Troubleshoot and resolve high CPU utilization on an instance - Tair (Redis® OSS-Compatible)

High CPU utilization on a Tair (and Redis Open-Source Edition) instance is typically caused by three main factors. First, services with high concurrency and high throughput consume significant CPU resources. This is considered normal if the CPU resources have not reached a bottleneck. Second, the service load exceeds expectations, and the CPU resources of the Redis Open-Source Edition instance are insufficient for your business demands. You can resolve this resource bottleneck by increasing the number of shards or replicas, or by upgrading to Tair (Enterprise Edition). Third, improper use, such as executing high-consumption commands or accessing hot keys or large keys, causes abnormally high CPU utilization.
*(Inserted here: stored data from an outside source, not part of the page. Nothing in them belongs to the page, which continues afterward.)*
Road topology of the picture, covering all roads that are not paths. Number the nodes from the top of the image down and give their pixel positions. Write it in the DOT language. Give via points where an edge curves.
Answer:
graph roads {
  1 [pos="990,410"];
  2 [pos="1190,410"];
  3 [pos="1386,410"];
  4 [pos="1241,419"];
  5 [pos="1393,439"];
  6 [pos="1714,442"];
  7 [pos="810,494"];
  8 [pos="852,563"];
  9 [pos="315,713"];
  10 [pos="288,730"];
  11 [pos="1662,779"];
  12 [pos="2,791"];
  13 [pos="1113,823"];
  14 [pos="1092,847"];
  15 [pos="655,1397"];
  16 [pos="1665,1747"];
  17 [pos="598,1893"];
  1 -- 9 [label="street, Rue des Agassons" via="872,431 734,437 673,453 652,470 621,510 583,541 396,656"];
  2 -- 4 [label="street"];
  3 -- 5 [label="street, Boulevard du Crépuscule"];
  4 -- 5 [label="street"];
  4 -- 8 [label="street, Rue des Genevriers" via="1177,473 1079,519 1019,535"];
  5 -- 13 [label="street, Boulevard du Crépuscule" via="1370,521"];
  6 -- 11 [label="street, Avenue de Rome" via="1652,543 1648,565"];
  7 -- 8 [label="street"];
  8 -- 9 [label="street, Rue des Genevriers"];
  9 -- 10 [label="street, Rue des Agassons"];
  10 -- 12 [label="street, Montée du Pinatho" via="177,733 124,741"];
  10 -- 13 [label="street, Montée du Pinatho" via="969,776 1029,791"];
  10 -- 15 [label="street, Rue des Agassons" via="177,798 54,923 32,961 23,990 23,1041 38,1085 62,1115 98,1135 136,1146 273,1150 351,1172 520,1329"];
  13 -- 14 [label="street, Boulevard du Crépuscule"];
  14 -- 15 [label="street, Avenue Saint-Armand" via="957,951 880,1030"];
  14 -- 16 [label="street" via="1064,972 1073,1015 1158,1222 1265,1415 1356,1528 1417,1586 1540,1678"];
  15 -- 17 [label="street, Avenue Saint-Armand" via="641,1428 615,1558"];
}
If the average CPU utilization exceeds 70% or the average peak CPU utilization within a continuous 5-minute period exceeds 90%, you should promptly investigate and resolve the issue to ensure your application runs stably.

What causes abnormally high CPU utilization

High-consumption commands: These are commands with a time complexity of O(N), where N is a large value. Examples include KEYS, HGETALL, or using MGET, MSET, HMSET, and HMGET to operate on many keys at once.
Because Redis is single-threaded, running high-consumption commands on an instance can cause other commands to queue, which slows down the application response. In extreme cases, this can block the entire instance, causing application timeouts or traffic to bypass the cache layer and hit the backend database directly, which can trigger an avalanche effect.
Note
For more information about the time complexity of each command, see Commands.
Hot keys: A hot key exists when the number of access requests for one or more keys significantly exceeds that of other keys. Hot keys consume a large amount of the instance's CPU resources, which affects the access latency for other keys. In a cluster architecture, if hot keys are concentrated on a few data shards, it can lead to CPU utilization skew, where the CPU utilization of some shards is much higher than that of others.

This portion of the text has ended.